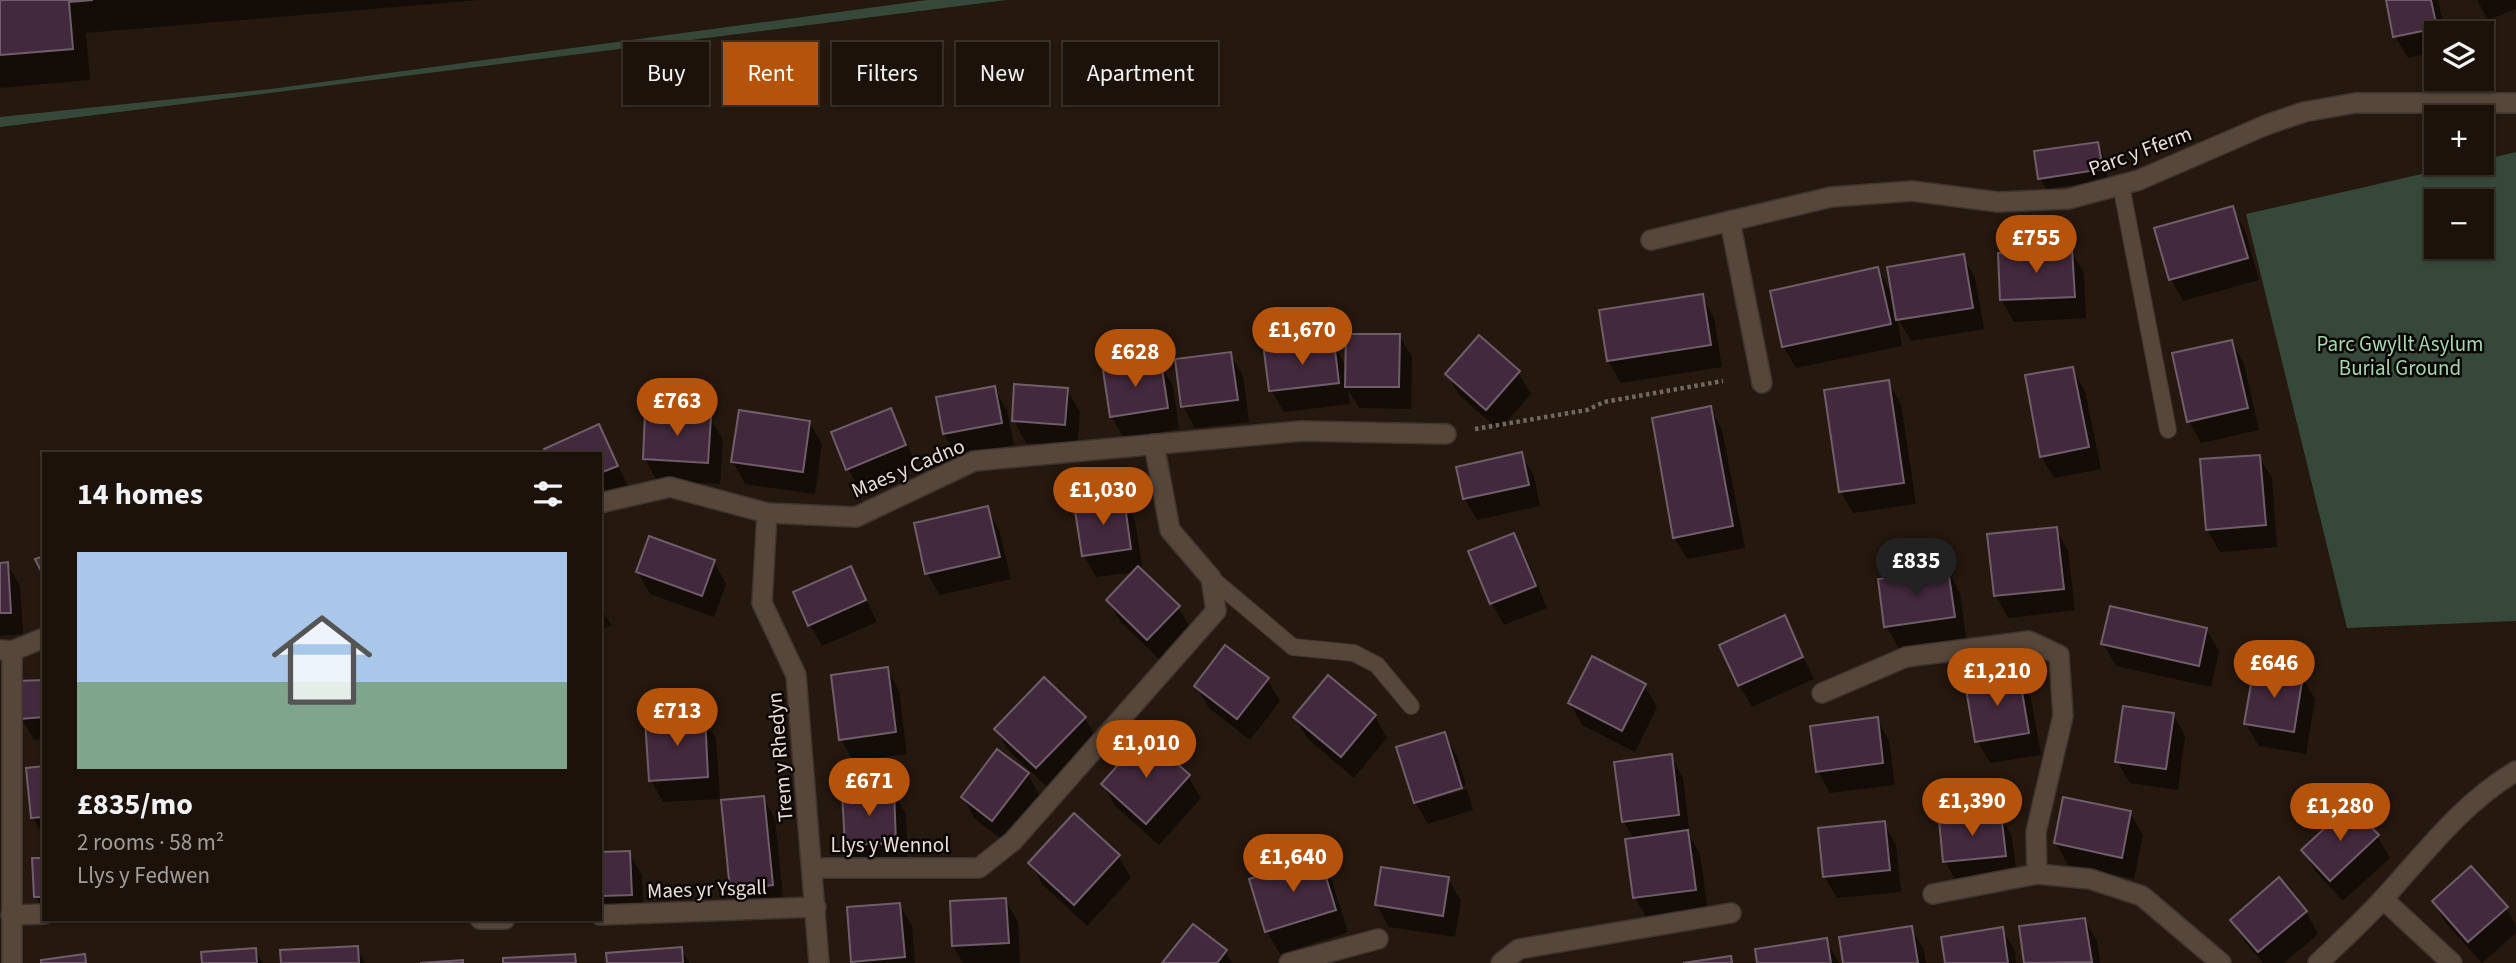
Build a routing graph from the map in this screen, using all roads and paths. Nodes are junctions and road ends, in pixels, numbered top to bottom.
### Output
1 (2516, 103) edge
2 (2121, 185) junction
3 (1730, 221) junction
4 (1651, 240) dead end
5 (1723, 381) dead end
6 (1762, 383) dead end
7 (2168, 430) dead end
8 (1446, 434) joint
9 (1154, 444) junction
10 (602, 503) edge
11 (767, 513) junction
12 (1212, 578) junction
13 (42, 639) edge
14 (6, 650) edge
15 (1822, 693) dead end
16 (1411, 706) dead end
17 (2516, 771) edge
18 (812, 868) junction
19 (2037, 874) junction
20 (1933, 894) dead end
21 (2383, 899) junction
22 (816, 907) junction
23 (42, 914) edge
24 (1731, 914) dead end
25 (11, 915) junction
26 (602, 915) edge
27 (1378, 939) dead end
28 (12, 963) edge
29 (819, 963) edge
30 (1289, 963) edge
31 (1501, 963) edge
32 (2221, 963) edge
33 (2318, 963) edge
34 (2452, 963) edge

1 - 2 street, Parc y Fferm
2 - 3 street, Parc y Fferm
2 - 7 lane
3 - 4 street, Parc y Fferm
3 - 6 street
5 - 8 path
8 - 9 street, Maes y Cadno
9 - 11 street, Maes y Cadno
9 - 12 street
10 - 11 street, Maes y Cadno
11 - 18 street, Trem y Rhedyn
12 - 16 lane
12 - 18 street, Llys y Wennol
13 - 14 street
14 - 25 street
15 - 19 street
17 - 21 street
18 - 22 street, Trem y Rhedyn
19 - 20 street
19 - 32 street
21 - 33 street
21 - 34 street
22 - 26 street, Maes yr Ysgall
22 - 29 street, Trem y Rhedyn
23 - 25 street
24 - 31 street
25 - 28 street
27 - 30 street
----
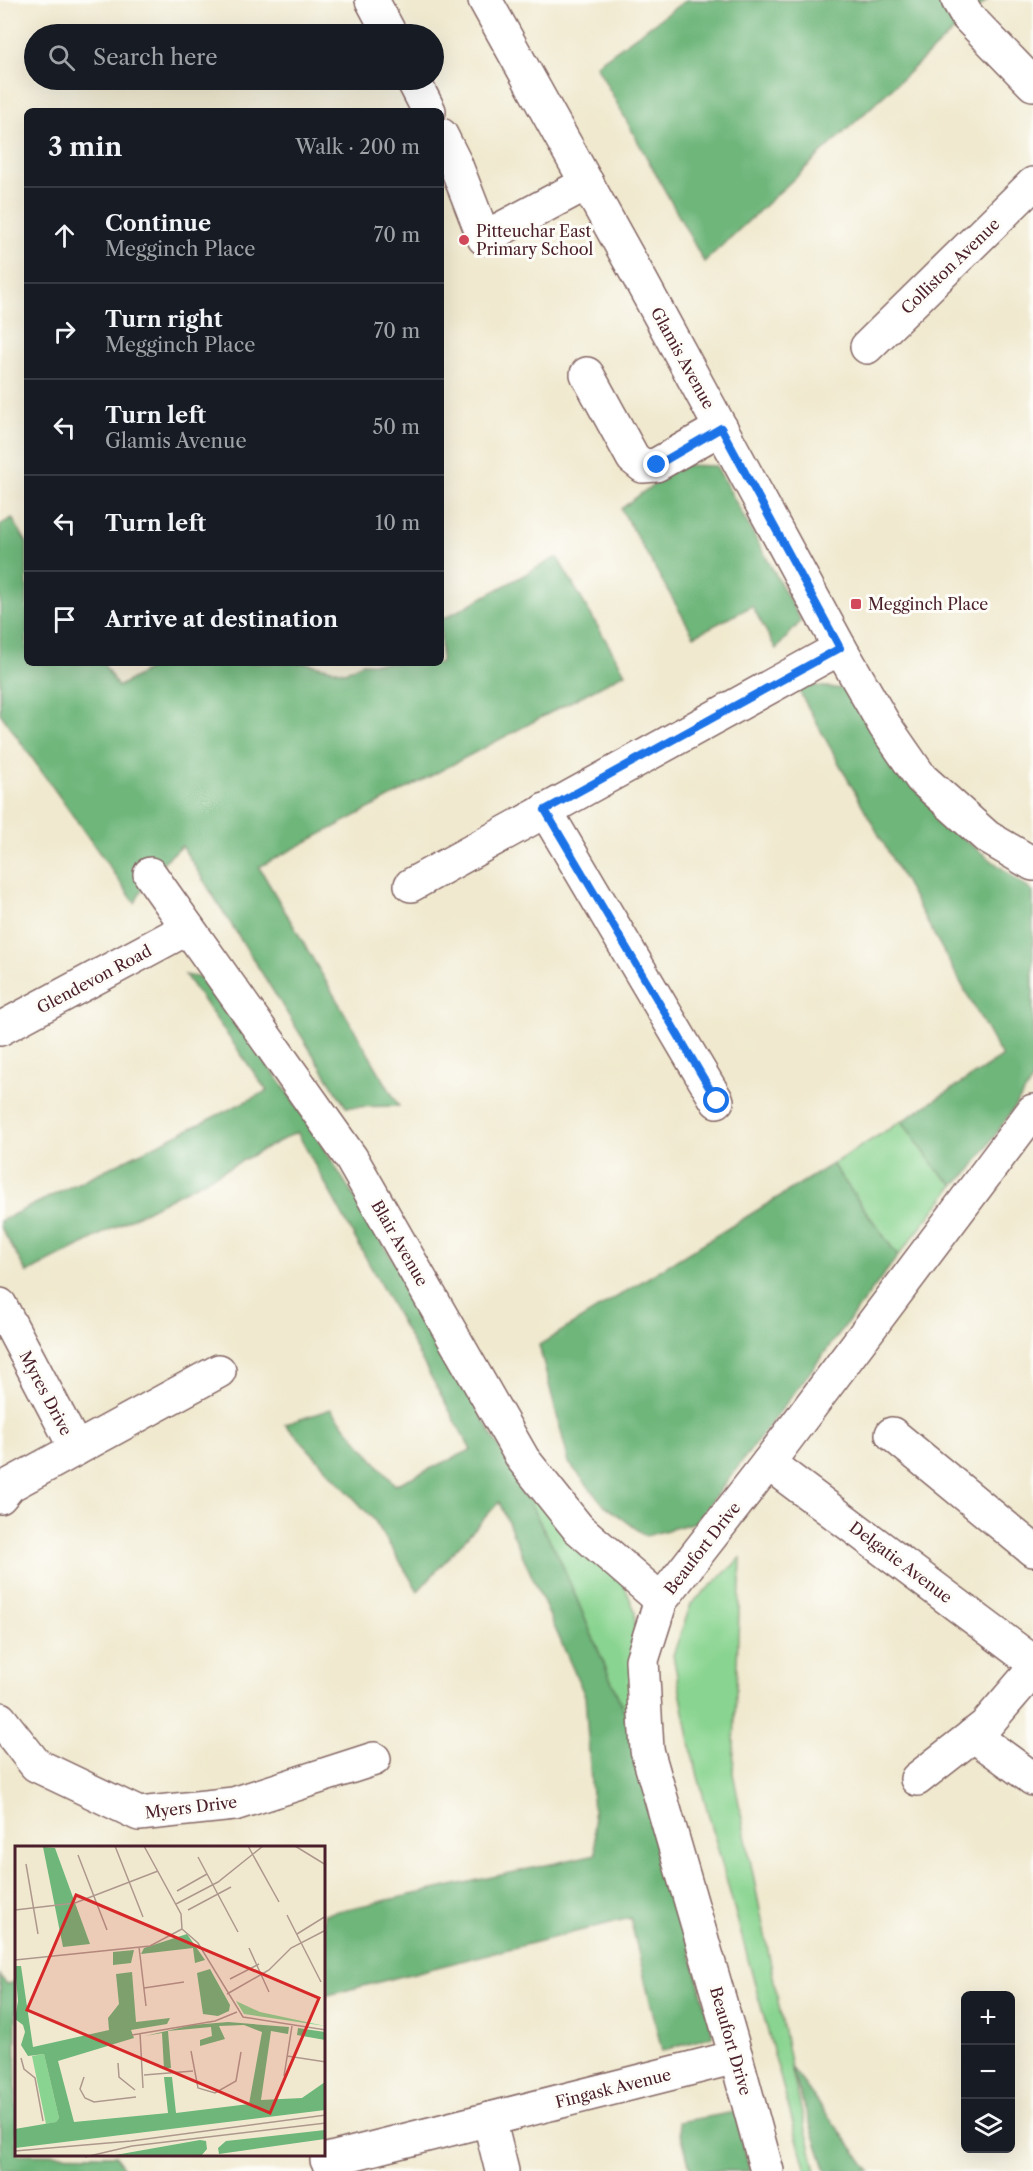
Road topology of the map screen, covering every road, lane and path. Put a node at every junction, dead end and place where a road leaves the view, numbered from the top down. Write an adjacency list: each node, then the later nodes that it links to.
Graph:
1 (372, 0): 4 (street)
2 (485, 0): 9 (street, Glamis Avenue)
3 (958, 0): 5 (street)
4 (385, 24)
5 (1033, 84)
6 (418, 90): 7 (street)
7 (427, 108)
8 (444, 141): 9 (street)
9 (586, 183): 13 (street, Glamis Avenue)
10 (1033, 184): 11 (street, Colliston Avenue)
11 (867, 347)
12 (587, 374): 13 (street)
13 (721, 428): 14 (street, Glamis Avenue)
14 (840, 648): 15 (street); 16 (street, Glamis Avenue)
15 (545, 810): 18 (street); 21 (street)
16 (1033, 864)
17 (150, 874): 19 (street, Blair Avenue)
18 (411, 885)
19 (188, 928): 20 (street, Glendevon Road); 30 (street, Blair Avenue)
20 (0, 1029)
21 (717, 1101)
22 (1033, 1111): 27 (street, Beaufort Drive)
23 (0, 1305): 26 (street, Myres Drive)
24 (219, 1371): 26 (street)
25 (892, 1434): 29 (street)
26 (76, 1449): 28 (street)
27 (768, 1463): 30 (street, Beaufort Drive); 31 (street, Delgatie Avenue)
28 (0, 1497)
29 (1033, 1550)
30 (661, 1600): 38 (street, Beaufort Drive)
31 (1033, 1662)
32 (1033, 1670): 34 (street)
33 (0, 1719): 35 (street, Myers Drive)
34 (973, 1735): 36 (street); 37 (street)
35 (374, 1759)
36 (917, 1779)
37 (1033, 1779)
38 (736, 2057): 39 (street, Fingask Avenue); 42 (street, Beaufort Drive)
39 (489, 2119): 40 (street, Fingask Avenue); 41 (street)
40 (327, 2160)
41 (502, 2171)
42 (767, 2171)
----
Tally the lines of the listing that hold the string "Trem", then reply with that number alone.

3